Write your guide to setting healthy boundaries in relationships.
A Guide to Setting Healthy Boundaries in Relationships
I used to think boundaries were mostly about other people.
What they were doing.
What they were saying.
What they were getting away with.
What they should have known better than to do.
But the older I get, the more I think boundaries are also about what I am willing to keep explaining, excusing, absorbing, shrinking around, or carrying.
A healthy boundary is not a speech. It is not a dramatic announcement. It is not trying to control someone else’s behaviour.
It is deciding what is acceptable in your life and what is not.
That sounds simple, but it often is not.

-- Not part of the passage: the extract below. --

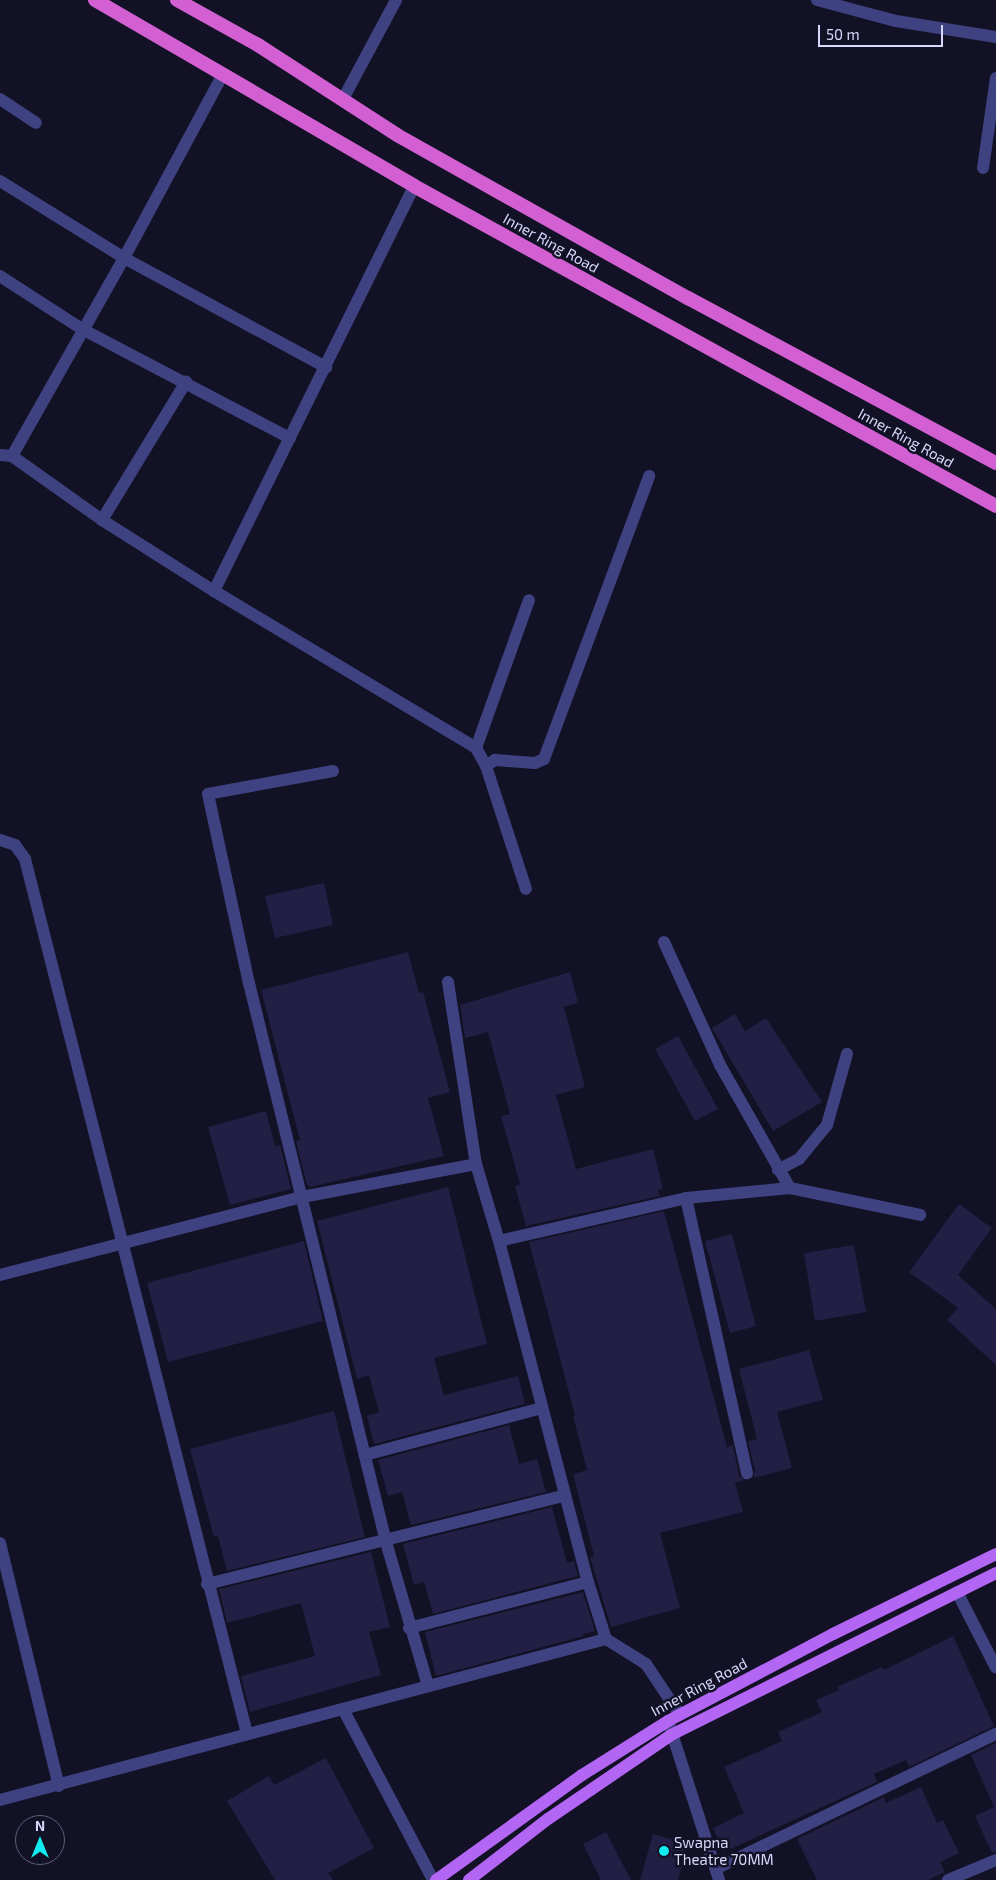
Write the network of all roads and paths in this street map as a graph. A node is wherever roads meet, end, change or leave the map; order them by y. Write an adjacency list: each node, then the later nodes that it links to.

Especially if you have spent years being the reasonable one, the forgiving one, the one who keeps the peace, the one who explains things properly because surely if you explain it well enough, the other person will understand.
Sometimes they do understand.
Sometimes they just do not care enough to change.

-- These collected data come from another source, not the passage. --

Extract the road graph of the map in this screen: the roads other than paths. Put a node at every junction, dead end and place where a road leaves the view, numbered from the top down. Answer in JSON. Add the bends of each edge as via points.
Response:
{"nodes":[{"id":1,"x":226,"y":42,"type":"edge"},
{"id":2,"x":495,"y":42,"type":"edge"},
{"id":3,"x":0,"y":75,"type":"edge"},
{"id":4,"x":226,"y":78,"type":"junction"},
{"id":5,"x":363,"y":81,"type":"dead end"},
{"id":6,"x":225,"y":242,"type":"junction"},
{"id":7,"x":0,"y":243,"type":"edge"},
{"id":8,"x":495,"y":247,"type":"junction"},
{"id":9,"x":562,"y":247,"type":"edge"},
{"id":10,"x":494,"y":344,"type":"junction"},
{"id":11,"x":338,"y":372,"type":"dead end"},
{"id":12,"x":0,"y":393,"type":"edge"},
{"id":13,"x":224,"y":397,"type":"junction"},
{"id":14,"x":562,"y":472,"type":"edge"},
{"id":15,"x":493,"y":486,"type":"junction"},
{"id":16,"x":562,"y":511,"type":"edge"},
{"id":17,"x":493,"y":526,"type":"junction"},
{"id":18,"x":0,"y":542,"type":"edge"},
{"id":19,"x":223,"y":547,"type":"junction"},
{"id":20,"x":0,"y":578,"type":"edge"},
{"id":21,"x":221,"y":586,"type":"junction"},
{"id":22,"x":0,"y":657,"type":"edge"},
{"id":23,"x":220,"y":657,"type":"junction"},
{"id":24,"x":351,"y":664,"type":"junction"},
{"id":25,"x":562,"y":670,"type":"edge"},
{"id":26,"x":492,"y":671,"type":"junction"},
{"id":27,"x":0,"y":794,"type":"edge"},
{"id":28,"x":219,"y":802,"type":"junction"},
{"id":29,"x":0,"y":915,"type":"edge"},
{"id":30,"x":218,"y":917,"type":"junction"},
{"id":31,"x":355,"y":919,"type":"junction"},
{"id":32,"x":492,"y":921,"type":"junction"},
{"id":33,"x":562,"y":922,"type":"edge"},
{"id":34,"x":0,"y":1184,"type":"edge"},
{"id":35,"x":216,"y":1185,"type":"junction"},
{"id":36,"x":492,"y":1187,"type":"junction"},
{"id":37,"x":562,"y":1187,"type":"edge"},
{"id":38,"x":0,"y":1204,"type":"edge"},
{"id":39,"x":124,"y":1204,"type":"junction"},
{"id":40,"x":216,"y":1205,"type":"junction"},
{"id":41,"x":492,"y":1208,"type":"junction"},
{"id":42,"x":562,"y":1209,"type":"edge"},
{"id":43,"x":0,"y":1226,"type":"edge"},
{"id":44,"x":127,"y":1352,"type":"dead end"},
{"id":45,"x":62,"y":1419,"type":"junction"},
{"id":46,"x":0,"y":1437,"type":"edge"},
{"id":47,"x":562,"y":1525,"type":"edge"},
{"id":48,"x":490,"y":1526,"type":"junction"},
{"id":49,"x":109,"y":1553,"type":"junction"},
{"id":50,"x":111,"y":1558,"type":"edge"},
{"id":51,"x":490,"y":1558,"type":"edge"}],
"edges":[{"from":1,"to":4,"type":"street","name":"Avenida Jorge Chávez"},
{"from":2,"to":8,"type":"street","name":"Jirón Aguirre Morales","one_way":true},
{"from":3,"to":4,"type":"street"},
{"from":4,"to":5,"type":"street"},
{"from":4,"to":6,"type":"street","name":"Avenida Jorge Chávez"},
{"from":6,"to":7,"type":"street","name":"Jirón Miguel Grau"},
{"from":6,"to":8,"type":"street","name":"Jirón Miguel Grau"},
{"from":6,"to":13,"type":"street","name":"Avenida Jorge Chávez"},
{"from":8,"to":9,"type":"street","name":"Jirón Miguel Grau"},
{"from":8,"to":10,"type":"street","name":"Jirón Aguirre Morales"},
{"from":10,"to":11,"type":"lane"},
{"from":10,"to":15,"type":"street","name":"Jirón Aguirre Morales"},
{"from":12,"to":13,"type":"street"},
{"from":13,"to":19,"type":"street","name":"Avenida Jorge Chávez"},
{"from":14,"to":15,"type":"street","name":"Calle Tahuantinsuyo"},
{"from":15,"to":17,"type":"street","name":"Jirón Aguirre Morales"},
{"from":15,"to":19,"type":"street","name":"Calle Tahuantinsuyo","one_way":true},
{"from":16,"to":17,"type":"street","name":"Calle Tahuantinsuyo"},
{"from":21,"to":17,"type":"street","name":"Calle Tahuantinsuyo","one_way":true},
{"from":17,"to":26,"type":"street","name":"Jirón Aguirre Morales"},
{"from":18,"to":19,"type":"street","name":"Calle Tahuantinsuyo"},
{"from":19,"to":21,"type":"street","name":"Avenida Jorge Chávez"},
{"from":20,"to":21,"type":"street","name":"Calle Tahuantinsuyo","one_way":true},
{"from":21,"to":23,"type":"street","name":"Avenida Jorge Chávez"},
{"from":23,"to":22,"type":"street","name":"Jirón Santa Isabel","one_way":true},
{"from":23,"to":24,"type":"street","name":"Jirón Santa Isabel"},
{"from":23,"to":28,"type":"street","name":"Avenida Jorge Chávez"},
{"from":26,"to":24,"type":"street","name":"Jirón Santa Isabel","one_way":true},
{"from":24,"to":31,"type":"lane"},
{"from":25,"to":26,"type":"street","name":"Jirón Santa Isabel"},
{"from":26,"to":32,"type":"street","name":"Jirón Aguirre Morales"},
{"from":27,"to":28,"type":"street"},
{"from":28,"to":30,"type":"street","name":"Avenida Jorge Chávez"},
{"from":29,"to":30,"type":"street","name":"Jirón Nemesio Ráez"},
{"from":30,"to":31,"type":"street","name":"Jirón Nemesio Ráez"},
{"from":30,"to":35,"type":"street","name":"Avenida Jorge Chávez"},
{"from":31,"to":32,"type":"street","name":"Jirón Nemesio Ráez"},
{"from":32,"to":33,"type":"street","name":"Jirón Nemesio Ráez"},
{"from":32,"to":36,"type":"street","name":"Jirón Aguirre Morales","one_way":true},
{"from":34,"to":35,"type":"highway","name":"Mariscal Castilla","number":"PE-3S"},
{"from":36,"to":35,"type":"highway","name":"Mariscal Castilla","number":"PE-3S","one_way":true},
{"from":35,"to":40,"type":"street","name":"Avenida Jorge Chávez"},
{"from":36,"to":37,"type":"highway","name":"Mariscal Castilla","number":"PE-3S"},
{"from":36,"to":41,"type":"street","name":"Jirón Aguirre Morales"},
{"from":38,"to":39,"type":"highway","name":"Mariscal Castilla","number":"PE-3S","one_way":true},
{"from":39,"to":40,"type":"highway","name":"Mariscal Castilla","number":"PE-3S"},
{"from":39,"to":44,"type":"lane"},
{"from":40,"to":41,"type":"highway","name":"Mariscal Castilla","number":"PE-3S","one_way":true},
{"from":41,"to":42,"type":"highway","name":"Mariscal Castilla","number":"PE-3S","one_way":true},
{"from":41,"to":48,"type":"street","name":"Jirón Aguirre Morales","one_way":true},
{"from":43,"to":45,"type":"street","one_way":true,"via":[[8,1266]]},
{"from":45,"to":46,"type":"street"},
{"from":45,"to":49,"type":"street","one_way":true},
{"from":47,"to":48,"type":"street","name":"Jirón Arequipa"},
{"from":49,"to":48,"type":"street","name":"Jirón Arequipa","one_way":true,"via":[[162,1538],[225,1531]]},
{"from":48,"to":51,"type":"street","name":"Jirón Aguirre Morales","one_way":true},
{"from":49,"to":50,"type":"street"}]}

That is a horrible difference to notice, but it is an important one.
For me, healthy boundaries now look less like arguing and more like paying attention.
If someone repeatedly dismisses how I feel, I notice.
If someone makes me feel like I am asking for too much when I am really asking for basic respect, I notice.
If someone only listens when there are consequences, I notice.
If someone benefits from me having no boundaries, I notice.
A boundary can be as simple as saying:
I am not discussing this while you are speaking to me like that.
I need time to think before I answer.
No, that does not work for me.
I am not available for this.
I have already explained how I feel.
The hard part is not always saying the words. Sometimes the hard part is believing you are allowed to say them.
Healthy boundaries also mean being honest with yourself. If you keep saying something hurts you, but keep making room for it, that is information. If your body tenses before you read a message, that is information. If you feel calmer when someone is not around, that is information too.
Not every relationship needs a giant ending. Some just need less access to you. Less explaining. Less chasing. Less emotional labour. Less pretending something does not matter when it clearly does.
And some relationships do need to end. Like my last one that involved him being unfaithful and no respect shown to me.
That is not failure. That is recognising that love, friendship, family, or history does not give someone unlimited rights to your peace.
Healthy boundaries are not about becoming cold. They are about becoming clear.
Clear about what respect looks like.
Clear about what you will no longer minimise.
Clear about where your responsibility ends.
Clear about the difference between kindness and self-abandonment.
I do not think boundaries make you harder.
I think they make you more honest.
And sometimes the healthiest boundary is the quiet decision to stop trying to convince someone to treat you properly.
Let them value your absence if they don’t value your presence.